* **What you should do**:
Each line of the records below that holds "main" should be copied out.

* **The data**:
════════

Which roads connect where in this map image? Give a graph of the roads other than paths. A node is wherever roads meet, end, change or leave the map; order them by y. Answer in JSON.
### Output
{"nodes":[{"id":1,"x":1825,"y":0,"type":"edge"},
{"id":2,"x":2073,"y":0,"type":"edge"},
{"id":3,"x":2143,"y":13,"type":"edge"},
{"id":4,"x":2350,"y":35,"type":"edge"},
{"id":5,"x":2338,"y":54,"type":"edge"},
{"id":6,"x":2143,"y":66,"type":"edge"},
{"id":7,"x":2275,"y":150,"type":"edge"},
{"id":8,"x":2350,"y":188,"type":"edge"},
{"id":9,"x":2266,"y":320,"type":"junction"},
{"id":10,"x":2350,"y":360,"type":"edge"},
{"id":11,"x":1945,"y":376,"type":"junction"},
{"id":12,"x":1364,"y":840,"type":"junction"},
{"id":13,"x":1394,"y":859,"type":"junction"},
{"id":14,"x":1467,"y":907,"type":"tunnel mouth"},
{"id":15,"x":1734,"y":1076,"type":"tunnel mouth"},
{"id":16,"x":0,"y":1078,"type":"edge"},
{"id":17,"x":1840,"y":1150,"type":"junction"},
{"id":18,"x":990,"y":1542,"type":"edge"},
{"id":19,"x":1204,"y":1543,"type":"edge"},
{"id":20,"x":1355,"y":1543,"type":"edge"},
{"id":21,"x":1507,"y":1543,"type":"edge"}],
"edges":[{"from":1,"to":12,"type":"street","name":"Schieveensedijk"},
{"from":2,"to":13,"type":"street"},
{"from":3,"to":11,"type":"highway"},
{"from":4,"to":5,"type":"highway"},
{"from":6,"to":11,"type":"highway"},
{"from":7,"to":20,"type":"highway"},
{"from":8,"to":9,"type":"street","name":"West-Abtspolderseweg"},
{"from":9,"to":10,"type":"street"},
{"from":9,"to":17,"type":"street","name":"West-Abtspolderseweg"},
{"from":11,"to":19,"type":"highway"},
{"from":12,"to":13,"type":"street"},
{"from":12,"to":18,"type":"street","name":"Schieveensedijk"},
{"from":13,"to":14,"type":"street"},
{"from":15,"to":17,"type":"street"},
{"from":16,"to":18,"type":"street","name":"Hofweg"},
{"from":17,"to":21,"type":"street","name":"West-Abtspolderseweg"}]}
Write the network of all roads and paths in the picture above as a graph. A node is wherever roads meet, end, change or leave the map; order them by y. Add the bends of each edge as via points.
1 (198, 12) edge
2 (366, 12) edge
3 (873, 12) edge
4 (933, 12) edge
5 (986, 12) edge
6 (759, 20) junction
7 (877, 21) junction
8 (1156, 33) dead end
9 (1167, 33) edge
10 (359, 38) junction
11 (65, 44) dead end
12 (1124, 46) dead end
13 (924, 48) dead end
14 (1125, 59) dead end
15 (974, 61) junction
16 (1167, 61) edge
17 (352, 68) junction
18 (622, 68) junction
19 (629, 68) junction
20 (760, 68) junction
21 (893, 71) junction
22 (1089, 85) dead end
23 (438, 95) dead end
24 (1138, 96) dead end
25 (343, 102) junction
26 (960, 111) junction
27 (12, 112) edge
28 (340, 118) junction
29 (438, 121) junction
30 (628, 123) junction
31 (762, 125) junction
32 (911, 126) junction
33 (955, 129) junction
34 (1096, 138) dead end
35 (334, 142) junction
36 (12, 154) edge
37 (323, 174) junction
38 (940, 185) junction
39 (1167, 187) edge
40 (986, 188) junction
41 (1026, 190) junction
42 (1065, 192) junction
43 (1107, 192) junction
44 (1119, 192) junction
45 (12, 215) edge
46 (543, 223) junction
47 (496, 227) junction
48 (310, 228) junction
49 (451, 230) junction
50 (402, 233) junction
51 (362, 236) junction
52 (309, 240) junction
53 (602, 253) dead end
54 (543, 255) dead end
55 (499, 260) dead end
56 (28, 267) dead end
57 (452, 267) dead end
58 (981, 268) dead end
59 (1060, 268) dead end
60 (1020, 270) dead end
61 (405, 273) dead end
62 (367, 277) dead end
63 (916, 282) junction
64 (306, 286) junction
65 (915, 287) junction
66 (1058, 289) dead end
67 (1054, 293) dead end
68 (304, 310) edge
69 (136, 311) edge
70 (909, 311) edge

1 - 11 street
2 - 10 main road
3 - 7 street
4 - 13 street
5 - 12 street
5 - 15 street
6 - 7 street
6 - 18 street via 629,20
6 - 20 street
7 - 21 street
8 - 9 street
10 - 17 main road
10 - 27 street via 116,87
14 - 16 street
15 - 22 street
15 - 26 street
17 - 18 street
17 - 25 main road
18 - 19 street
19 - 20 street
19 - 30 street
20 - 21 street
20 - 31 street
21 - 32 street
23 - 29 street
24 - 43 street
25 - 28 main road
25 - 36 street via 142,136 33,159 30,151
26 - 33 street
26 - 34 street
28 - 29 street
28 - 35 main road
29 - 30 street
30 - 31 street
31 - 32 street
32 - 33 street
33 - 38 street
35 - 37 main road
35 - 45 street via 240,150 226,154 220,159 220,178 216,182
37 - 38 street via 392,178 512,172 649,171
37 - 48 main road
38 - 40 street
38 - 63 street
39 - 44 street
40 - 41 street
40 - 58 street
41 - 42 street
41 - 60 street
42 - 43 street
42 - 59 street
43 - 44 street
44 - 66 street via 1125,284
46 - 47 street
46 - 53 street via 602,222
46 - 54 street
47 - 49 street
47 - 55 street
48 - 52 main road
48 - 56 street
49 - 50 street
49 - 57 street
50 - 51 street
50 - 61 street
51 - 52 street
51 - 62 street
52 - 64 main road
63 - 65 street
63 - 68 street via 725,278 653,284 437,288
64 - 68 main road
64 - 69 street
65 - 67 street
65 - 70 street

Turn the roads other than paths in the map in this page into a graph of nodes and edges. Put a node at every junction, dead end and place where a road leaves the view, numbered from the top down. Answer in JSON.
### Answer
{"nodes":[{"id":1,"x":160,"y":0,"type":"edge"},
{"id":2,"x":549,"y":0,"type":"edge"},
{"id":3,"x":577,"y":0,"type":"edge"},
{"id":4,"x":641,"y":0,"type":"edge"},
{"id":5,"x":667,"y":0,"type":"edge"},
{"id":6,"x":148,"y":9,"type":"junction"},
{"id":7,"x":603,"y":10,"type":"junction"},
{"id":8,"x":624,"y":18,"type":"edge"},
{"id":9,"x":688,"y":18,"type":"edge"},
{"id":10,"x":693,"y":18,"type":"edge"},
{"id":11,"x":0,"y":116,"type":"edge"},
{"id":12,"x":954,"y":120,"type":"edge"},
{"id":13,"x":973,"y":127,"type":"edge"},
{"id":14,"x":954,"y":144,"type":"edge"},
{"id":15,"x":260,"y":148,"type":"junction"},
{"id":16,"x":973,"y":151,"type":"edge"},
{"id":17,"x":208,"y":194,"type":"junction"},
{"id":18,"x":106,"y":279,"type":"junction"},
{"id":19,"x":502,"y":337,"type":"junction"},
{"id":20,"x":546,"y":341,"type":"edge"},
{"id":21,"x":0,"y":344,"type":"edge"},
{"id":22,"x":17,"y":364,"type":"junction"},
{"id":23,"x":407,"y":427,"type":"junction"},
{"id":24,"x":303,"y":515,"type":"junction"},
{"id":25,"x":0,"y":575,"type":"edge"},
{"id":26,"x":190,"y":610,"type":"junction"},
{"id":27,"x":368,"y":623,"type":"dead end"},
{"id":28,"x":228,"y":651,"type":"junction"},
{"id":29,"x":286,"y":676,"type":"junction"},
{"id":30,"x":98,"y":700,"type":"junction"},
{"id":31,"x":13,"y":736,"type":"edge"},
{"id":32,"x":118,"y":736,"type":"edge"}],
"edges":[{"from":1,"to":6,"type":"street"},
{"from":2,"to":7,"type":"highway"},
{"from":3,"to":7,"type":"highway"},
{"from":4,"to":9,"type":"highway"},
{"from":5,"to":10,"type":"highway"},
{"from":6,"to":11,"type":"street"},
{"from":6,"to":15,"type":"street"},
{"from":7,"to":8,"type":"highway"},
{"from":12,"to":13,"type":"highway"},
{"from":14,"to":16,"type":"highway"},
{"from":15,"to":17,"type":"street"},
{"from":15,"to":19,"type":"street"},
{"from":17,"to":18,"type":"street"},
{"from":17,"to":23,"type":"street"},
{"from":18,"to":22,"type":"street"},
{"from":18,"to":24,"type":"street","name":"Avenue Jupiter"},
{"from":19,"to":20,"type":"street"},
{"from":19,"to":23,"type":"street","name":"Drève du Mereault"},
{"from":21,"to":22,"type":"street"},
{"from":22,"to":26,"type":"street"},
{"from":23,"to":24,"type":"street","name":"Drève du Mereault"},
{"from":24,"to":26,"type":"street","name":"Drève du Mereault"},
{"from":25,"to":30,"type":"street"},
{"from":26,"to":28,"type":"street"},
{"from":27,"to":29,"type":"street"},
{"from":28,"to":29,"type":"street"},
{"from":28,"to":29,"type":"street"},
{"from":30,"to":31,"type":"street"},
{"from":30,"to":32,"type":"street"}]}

════════

* **Task response**:
2 - 10 main road
10 - 17 main road
17 - 25 main road
25 - 28 main road
28 - 35 main road
35 - 37 main road
37 - 48 main road
48 - 52 main road
52 - 64 main road
64 - 68 main road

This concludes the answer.